* **TASK INPUT**:
>>

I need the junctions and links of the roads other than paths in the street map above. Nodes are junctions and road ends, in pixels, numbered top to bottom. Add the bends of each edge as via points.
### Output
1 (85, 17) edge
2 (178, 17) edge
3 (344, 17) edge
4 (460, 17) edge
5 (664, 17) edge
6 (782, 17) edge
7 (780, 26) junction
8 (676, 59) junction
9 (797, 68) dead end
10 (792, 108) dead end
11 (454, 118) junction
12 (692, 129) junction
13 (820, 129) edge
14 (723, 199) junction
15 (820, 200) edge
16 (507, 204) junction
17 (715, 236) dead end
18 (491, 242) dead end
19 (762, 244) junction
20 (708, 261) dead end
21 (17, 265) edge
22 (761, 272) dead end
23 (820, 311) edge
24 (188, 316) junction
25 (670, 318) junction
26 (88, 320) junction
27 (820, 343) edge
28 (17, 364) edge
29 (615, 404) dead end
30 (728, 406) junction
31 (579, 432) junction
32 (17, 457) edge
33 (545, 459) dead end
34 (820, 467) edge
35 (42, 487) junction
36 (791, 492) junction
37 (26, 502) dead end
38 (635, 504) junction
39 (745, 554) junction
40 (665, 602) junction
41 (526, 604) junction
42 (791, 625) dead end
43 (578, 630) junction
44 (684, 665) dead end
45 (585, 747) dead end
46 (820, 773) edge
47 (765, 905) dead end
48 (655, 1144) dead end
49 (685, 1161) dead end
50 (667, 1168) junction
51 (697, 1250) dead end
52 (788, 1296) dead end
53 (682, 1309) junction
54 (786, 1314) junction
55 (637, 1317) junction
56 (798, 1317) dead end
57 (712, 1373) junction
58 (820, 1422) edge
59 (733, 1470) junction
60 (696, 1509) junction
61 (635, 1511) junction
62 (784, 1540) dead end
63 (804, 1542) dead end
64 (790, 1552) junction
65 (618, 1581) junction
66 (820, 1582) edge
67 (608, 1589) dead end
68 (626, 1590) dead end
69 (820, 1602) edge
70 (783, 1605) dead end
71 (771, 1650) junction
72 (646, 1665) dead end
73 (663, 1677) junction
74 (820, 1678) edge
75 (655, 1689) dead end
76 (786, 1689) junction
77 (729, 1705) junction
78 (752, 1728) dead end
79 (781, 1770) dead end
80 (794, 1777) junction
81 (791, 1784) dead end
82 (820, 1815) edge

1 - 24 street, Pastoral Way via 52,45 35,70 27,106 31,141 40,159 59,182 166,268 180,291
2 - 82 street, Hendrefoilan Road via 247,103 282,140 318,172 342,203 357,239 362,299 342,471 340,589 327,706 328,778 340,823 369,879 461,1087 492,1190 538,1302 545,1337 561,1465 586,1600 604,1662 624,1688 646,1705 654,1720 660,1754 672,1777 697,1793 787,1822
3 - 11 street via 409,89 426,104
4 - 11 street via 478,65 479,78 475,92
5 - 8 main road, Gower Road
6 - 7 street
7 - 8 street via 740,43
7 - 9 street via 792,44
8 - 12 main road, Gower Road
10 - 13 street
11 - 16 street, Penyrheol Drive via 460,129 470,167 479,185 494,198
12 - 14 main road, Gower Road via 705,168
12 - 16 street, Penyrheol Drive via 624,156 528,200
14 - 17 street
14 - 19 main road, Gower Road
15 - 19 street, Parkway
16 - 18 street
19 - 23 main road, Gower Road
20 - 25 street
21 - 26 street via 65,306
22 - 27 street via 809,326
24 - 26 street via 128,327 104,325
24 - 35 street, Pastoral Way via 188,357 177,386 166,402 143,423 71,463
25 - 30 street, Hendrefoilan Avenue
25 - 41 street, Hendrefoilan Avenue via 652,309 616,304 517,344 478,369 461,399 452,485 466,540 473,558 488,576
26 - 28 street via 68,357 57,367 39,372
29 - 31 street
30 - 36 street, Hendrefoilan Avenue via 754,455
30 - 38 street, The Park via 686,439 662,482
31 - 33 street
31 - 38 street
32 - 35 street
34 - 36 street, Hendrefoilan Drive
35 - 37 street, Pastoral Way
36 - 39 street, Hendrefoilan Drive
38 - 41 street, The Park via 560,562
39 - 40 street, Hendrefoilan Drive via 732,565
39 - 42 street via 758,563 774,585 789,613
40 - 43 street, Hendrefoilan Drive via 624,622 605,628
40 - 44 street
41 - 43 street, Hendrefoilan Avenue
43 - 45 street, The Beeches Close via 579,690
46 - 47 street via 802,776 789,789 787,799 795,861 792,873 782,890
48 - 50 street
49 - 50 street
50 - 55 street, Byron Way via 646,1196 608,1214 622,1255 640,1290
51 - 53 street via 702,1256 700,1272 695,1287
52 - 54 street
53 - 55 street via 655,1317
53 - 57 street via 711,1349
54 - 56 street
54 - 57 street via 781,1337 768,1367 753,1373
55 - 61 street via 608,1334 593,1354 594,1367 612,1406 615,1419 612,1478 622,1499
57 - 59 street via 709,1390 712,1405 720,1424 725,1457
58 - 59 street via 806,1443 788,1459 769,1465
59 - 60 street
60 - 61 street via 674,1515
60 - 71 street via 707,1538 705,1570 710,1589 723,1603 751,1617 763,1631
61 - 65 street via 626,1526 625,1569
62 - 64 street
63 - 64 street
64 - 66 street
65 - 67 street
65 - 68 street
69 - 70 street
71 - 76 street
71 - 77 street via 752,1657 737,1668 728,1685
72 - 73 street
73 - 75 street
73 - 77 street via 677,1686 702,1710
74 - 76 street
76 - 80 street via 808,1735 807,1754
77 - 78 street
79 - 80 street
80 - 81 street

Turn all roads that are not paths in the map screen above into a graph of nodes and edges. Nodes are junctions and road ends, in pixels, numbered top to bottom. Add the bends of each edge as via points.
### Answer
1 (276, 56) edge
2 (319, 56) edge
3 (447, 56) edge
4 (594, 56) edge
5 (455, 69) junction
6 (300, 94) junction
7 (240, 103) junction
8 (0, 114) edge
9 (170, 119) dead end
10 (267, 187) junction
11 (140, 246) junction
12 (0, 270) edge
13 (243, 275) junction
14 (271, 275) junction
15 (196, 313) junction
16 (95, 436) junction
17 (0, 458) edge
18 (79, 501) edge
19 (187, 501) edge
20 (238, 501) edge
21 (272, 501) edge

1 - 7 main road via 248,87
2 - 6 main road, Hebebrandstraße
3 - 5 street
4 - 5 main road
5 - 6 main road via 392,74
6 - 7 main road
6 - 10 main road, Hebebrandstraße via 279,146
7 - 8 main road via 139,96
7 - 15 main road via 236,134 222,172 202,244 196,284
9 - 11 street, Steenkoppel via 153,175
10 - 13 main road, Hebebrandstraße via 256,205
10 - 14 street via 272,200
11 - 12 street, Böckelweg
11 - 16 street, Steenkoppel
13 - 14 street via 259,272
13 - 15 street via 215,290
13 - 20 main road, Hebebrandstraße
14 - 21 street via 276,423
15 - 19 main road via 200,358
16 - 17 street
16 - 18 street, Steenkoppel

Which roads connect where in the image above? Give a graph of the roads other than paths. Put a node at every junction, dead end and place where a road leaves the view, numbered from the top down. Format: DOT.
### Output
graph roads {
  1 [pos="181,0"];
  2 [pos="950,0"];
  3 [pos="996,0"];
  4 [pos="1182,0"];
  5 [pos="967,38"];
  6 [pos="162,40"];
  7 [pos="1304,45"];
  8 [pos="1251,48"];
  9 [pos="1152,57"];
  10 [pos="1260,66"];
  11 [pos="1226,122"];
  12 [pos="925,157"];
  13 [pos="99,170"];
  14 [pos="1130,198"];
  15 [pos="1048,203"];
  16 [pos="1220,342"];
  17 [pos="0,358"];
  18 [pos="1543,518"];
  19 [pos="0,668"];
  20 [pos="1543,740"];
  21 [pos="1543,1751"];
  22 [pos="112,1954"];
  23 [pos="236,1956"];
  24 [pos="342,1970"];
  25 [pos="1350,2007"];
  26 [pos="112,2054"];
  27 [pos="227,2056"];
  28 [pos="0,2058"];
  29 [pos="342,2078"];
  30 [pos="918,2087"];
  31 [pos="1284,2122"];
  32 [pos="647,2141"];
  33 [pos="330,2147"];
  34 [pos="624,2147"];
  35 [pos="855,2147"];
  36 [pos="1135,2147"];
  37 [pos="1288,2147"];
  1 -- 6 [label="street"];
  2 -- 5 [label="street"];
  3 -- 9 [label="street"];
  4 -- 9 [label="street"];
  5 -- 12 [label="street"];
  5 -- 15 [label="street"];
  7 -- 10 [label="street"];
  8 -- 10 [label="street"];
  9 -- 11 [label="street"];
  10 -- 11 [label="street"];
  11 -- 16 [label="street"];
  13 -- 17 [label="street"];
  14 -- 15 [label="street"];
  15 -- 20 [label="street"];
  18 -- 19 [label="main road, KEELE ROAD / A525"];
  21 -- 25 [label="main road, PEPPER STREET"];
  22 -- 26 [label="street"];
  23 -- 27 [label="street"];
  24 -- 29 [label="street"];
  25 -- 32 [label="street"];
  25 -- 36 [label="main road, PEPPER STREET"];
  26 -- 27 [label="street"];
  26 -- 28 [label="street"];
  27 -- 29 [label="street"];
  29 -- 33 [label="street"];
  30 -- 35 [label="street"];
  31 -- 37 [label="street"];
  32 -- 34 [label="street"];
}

<<

* **INSTRUCTIONS FOR THE TASK**:
Using the data above, extract exactly the lines from the one that holds "Turn all roads" to the one that holds "Which roads connect", both ends included, and no others.

* **FINISHED TASK**:
Turn all roads that are not paths in the map screen above into a graph of nodes and edges. Nodes are junctions and road ends, in pixels, numbered top to bottom. Add the bends of each edge as via points.
### Answer
1 (276, 56) edge
2 (319, 56) edge
3 (447, 56) edge
4 (594, 56) edge
5 (455, 69) junction
6 (300, 94) junction
7 (240, 103) junction
8 (0, 114) edge
9 (170, 119) dead end
10 (267, 187) junction
11 (140, 246) junction
12 (0, 270) edge
13 (243, 275) junction
14 (271, 275) junction
15 (196, 313) junction
16 (95, 436) junction
17 (0, 458) edge
18 (79, 501) edge
19 (187, 501) edge
20 (238, 501) edge
21 (272, 501) edge

1 - 7 main road via 248,87
2 - 6 main road, Hebebrandstraße
3 - 5 street
4 - 5 main road
5 - 6 main road via 392,74
6 - 7 main road
6 - 10 main road, Hebebrandstraße via 279,146
7 - 8 main road via 139,96
7 - 15 main road via 236,134 222,172 202,244 196,284
9 - 11 street, Steenkoppel via 153,175
10 - 13 main road, Hebebrandstraße via 256,205
10 - 14 street via 272,200
11 - 12 street, Böckelweg
11 - 16 street, Steenkoppel
13 - 14 street via 259,272
13 - 15 street via 215,290
13 - 20 main road, Hebebrandstraße
14 - 21 street via 276,423
15 - 19 main road via 200,358
16 - 17 street
16 - 18 street, Steenkoppel

Which roads connect where in the image above? Give a graph of the roads other than paths. Put a node at every junction, dead end and place where a road leaves the view, numbered from the top down. Format: DOT.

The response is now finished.